Buddleja curviflora is a deciduous shrub native to southern Japan and Taiwan, where it grows in thickets on stony slopes at elevations of 100-300 m. B. curviflora was named and described Hooker and Arnott in 1838. Plants in Taiwan have been described as a separate species Buddleja formosana and assessed as Critically Endangered by IUCN, but the distinction is not recognized by Li and Leeuwenberg, who sank formosana as a synonym.

==Description==
Buddleja curviflora grows to < 2 m in height in the wild, its branches subquadrangular in section, and glabrescent. The leaves are opposite, lanceolate to ovate, 5-15 cm long by 2-6 cm wide, the upper surface glabrous, the underside almost glaucous.
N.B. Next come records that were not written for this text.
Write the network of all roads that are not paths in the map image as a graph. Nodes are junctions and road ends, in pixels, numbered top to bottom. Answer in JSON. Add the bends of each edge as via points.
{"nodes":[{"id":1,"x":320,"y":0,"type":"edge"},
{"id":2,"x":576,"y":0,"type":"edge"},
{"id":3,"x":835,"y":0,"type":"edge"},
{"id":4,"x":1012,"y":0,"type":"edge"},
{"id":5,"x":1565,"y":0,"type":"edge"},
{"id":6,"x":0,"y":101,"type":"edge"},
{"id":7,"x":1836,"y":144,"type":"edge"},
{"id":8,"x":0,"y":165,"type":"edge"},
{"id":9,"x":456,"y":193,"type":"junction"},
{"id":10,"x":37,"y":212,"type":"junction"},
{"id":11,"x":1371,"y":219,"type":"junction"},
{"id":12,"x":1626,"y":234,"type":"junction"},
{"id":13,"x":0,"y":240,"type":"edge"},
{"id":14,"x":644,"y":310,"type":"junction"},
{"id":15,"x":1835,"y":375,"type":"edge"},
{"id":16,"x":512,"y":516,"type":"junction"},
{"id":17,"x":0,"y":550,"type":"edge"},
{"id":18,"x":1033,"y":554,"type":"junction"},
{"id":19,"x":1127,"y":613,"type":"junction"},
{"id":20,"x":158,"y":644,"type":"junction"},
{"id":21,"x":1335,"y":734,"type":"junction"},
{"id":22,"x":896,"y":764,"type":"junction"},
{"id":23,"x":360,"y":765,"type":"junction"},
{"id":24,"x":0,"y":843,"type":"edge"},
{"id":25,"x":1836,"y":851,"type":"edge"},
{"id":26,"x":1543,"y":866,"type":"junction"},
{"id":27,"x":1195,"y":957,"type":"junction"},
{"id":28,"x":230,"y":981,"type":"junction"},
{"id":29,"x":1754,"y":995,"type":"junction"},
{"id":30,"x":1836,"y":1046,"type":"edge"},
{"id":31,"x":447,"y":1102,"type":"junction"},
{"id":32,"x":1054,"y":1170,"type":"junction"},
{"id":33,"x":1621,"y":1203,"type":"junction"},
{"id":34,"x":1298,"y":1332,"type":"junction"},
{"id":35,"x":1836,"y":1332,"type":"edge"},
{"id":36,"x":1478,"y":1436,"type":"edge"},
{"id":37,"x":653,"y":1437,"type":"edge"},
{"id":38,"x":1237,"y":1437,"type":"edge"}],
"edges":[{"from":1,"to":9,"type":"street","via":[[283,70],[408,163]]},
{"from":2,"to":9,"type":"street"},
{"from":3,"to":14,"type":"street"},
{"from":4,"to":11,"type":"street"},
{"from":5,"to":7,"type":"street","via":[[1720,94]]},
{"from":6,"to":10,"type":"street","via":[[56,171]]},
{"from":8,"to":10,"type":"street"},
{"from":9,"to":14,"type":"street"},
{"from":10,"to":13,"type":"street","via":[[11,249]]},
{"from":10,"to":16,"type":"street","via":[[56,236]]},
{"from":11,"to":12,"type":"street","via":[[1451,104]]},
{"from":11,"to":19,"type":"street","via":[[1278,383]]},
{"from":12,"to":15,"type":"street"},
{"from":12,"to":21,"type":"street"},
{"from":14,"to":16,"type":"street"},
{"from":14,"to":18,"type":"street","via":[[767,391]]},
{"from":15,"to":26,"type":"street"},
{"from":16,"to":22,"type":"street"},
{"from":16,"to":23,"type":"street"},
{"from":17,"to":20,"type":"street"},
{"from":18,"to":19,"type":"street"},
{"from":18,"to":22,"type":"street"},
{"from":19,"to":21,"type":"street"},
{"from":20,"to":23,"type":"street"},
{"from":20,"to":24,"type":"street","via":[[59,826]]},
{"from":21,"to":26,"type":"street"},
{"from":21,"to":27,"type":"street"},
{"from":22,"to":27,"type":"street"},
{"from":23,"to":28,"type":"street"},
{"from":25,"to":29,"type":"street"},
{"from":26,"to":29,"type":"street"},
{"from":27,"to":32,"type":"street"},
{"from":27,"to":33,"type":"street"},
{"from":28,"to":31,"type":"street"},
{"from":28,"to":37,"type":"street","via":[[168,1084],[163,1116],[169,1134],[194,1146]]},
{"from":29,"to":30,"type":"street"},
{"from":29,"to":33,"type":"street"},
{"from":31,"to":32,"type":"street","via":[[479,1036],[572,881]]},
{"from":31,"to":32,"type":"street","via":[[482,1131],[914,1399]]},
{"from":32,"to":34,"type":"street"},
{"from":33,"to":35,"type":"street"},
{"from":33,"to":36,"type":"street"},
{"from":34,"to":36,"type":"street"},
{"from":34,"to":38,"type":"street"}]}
The purple flowers are borne on slender, terminal, one-sided panicles 5-15 cm long; flowering occurs in June and July. Ploidy 2n = 38 (diploid).

==Cultivation==
The shrub is rare in cultivation. In the UK, specimens are grown at the Royal Botanic Garden Edinburgh, the Royal Horticultural Society garden at Wisley, and at Longstock Park Nursery, NCCPG national collection holder, near Stockbridge, Hampshire. Hardiness: USDA zones 8-9.